TASK INPUTS below:

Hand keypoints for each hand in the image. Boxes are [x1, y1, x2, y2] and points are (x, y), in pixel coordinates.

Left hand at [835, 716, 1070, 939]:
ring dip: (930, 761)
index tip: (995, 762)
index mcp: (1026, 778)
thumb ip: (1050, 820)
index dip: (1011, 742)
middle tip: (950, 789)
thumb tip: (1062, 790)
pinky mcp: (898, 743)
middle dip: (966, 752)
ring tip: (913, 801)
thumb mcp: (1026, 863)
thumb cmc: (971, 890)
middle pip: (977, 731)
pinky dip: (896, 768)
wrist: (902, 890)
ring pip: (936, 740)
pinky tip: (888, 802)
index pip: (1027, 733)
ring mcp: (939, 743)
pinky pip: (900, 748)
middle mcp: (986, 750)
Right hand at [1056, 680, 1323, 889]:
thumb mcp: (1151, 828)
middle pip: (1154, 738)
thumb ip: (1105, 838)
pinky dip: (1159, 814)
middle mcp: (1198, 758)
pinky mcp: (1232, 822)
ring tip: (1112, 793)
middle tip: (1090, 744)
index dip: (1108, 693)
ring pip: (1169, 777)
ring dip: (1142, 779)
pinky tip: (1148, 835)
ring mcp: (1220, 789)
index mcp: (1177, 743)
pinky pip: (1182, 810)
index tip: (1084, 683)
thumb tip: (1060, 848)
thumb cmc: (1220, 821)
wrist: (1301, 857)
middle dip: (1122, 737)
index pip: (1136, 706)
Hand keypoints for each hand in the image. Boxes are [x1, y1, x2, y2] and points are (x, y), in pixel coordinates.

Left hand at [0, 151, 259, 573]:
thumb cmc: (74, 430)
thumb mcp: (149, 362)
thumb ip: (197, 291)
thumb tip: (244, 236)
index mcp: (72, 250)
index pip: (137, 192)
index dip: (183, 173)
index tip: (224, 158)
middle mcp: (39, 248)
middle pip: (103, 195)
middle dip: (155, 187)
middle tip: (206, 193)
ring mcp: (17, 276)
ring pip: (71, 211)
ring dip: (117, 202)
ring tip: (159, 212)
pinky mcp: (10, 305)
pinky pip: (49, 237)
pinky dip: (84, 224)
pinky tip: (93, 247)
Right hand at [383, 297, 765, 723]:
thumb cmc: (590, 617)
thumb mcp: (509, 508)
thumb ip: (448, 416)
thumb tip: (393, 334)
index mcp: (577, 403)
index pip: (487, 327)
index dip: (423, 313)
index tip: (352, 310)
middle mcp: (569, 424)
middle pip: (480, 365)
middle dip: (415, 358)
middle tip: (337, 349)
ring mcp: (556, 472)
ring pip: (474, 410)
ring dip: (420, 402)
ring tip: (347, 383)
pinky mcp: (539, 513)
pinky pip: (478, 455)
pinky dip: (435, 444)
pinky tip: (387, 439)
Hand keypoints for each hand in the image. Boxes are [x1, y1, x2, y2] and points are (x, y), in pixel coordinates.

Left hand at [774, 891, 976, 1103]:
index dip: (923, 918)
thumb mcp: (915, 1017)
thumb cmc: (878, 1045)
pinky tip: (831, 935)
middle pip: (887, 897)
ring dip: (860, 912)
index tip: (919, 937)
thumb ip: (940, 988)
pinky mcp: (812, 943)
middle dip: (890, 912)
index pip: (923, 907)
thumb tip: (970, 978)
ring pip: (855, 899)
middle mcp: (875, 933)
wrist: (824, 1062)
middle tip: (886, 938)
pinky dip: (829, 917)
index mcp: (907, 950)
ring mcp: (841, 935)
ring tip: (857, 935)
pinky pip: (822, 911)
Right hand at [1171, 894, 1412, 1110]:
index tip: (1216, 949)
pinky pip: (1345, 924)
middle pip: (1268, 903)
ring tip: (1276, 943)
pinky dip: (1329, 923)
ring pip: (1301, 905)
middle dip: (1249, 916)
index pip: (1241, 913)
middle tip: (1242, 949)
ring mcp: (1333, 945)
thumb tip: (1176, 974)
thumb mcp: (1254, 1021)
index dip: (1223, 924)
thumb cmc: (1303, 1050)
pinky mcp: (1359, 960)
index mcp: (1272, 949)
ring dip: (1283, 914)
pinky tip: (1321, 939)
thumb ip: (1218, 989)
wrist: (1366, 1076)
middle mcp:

End of TASK INPUTS.

■ THE PROBLEM ■
Scan the material above for the string "Left". Return each line where it occurs.

■ REPLY ■
Left hand at [835, 716, 1070, 939]:
Left hand at [0, 151, 259, 573]:
Left hand at [774, 891, 976, 1103]:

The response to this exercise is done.